## What you are asked to do
From the records below, copy the lines that include "Lawrence".

(Extracted records)
======
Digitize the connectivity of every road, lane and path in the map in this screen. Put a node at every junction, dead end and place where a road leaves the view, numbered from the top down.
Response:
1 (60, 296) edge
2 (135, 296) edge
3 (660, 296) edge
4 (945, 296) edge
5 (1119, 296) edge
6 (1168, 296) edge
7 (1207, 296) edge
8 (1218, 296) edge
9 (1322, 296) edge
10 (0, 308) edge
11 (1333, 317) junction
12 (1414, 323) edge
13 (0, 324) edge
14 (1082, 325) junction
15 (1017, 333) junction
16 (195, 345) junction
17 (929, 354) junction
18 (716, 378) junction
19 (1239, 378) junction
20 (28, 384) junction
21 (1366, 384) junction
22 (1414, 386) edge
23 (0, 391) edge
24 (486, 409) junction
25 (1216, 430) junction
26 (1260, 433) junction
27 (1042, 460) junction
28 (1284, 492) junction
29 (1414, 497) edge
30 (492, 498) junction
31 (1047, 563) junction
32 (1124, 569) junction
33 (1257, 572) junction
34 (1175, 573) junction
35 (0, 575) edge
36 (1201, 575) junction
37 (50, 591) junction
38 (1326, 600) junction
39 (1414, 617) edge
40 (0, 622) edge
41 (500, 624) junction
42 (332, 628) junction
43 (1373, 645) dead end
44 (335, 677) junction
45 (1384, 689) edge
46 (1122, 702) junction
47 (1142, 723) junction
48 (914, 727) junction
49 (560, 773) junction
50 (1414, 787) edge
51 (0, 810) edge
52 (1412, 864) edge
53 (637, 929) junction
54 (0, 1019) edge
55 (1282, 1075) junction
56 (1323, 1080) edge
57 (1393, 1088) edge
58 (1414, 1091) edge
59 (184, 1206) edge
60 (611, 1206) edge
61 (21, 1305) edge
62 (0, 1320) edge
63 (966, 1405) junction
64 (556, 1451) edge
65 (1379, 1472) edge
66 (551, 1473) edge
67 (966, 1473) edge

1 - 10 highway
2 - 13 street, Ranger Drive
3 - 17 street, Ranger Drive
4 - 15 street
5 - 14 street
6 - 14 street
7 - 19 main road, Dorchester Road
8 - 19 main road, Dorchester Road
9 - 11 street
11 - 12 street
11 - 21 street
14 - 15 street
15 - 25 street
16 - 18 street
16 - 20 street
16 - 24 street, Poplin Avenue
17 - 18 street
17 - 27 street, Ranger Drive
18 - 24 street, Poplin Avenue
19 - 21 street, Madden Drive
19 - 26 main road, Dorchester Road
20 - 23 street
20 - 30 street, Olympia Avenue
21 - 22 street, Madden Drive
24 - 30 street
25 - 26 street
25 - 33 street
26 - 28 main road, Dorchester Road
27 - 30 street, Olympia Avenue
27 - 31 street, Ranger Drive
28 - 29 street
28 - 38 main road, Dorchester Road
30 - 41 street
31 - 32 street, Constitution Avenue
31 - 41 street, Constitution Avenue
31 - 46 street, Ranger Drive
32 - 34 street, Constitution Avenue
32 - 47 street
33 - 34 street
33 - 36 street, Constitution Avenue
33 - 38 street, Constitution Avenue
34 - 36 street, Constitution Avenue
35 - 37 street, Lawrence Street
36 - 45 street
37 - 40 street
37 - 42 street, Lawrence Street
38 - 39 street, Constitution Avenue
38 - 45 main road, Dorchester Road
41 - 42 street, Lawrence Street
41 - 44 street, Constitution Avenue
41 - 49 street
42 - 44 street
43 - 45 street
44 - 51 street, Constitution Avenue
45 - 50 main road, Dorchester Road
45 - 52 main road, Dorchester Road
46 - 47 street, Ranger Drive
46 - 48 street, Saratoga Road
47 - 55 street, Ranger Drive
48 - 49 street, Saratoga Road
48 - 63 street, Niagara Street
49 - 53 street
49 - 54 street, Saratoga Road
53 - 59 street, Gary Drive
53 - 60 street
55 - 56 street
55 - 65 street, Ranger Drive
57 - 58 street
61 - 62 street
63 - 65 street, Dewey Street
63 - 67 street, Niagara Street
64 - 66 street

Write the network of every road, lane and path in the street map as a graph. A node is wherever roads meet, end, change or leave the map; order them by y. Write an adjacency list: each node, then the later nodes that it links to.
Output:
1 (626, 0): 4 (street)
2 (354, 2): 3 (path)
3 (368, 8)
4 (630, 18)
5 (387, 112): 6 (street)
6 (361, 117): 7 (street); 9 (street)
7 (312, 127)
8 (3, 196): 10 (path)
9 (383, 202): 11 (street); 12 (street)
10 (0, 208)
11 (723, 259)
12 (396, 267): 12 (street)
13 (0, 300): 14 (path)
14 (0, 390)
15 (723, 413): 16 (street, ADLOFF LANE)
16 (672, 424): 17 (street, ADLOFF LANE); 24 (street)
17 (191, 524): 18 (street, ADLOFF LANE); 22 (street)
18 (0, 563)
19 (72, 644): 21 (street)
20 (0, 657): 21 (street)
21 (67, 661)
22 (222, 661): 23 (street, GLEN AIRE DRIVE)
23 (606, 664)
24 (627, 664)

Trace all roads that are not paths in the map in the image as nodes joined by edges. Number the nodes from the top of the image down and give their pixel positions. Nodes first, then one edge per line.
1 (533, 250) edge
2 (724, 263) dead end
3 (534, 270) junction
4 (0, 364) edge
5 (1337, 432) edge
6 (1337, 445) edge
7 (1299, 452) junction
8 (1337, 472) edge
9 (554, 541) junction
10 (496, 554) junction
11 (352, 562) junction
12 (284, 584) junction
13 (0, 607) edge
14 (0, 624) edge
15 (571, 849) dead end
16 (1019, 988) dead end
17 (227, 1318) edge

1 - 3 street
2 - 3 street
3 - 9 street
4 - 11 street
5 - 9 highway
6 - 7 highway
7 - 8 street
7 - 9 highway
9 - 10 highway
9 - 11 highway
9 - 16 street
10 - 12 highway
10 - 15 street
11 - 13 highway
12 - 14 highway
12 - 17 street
======
## Solved problem
35 - 37 street, Lawrence Street
37 - 42 street, Lawrence Street
41 - 42 street, Lawrence Street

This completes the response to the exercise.